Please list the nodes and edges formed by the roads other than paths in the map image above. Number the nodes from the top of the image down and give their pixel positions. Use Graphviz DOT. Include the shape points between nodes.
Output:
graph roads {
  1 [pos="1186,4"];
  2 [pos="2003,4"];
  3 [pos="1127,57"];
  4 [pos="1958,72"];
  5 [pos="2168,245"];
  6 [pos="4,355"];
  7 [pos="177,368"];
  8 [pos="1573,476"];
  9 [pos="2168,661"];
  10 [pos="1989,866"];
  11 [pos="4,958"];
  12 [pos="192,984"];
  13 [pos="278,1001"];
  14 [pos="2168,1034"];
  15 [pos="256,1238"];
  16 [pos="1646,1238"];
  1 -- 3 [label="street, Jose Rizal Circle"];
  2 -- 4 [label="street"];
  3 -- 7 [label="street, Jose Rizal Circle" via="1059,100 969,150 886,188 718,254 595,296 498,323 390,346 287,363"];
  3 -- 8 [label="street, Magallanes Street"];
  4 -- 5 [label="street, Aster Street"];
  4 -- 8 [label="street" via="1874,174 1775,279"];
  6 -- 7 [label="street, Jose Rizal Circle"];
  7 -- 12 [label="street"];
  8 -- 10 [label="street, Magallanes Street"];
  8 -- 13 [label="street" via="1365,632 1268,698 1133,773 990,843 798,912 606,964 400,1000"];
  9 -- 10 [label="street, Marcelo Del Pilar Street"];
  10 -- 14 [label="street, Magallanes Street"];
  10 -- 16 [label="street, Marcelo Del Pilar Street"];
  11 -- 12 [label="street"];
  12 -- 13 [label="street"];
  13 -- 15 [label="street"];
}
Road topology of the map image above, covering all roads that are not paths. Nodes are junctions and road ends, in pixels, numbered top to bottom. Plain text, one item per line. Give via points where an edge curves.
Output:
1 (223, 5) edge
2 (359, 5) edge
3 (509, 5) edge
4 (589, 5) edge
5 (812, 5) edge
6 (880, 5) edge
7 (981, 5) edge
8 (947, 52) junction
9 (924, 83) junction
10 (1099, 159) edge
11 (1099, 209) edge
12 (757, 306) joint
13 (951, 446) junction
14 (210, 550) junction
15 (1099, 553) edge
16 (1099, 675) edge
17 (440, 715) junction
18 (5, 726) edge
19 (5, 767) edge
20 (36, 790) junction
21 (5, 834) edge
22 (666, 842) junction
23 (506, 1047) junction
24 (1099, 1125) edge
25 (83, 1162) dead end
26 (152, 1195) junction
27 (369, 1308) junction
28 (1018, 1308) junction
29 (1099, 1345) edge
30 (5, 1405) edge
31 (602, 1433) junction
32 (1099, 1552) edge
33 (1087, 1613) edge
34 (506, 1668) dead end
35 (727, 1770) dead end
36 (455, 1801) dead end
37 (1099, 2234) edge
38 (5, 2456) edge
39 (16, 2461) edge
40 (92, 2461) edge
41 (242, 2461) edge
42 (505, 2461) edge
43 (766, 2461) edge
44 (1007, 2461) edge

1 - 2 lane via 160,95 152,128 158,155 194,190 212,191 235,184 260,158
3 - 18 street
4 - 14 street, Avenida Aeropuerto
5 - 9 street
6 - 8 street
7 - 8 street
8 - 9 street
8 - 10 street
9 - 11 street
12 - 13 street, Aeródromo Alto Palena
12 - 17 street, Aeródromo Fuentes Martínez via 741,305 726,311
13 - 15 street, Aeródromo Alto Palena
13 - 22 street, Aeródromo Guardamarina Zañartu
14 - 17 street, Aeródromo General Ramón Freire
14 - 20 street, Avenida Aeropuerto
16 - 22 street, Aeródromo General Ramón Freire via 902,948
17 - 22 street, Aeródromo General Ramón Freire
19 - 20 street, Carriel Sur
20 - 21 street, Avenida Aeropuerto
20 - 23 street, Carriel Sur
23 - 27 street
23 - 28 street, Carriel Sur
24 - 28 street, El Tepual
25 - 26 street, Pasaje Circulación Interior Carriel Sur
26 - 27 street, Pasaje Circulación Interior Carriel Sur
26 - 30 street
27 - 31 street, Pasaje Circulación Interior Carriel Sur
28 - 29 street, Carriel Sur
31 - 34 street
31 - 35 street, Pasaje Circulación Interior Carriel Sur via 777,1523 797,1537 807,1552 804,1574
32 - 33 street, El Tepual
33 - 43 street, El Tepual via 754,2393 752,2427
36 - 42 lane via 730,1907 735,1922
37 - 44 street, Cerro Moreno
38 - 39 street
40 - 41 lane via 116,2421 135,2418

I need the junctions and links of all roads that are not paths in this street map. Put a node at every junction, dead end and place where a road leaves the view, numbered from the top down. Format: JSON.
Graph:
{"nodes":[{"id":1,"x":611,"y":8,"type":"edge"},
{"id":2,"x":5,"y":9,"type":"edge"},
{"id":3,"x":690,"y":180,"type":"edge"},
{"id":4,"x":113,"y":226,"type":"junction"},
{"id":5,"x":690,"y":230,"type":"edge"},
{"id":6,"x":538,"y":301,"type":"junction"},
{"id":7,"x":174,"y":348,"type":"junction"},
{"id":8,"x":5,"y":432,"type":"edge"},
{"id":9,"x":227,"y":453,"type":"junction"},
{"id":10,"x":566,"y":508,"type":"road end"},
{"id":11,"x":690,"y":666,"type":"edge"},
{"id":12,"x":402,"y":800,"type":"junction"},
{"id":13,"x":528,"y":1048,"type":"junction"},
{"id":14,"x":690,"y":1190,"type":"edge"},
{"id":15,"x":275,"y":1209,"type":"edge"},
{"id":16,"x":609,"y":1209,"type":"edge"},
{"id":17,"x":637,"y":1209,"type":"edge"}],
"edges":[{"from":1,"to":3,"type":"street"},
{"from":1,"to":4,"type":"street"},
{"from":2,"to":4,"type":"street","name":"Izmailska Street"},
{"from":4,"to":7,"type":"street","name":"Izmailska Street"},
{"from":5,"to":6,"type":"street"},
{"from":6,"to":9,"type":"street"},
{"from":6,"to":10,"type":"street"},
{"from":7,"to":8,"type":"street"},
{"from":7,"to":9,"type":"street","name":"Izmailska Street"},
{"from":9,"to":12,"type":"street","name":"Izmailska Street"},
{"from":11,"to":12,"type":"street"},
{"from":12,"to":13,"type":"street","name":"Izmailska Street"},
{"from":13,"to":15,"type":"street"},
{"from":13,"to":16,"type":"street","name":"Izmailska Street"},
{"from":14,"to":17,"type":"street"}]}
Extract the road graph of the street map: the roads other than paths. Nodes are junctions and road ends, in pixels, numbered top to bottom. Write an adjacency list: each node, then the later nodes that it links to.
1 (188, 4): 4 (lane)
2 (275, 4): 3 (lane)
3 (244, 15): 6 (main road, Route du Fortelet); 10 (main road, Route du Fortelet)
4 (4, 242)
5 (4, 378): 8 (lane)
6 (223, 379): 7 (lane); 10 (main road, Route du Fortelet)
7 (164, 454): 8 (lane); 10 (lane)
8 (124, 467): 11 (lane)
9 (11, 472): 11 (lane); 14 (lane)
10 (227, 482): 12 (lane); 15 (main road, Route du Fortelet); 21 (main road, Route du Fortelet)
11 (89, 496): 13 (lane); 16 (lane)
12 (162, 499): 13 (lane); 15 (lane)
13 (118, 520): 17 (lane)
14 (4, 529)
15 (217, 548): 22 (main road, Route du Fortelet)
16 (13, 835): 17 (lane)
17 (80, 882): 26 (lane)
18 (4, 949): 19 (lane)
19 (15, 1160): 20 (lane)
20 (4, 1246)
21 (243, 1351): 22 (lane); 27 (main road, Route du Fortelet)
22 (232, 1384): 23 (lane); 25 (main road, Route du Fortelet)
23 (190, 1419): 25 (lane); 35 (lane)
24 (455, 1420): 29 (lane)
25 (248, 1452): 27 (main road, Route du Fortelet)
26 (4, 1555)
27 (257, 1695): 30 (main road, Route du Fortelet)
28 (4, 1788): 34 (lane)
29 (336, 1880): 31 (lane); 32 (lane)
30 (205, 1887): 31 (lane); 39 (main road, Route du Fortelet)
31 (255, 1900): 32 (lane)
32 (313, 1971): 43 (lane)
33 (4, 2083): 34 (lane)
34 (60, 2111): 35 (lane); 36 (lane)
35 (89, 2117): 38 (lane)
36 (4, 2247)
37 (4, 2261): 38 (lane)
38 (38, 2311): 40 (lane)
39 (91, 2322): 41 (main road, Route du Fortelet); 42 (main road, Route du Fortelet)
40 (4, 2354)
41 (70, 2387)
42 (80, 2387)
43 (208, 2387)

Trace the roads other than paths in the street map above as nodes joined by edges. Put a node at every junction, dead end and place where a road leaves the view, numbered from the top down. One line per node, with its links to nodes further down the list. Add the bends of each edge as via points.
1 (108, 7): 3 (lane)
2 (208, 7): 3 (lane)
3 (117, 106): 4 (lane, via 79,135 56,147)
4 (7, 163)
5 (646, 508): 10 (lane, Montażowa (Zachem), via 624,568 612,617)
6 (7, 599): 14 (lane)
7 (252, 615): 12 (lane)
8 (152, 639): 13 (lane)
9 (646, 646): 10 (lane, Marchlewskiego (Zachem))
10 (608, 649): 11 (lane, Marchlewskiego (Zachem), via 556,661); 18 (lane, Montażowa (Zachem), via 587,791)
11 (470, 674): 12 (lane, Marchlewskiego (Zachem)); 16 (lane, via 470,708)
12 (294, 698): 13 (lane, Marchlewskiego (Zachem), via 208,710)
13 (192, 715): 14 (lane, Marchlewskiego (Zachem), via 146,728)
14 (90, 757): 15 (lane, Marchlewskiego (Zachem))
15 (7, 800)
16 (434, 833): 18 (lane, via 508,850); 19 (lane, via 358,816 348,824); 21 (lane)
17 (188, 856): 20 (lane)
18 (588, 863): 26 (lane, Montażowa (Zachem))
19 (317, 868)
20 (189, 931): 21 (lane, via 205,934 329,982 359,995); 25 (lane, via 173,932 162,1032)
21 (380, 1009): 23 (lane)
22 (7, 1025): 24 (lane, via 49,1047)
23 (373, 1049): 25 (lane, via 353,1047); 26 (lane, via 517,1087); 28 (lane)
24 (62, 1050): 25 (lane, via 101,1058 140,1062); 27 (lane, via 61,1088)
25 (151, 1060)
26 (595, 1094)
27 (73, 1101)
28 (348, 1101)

┄┄┄┄┄┄

[Directions]:
Could you find every line in the records above that contains the word "Tepual" and copy it?

[Solved exercise]:
24 - 28 street, El Tepual
32 - 33 street, El Tepual
33 - 43 street, El Tepual via 754,2393 752,2427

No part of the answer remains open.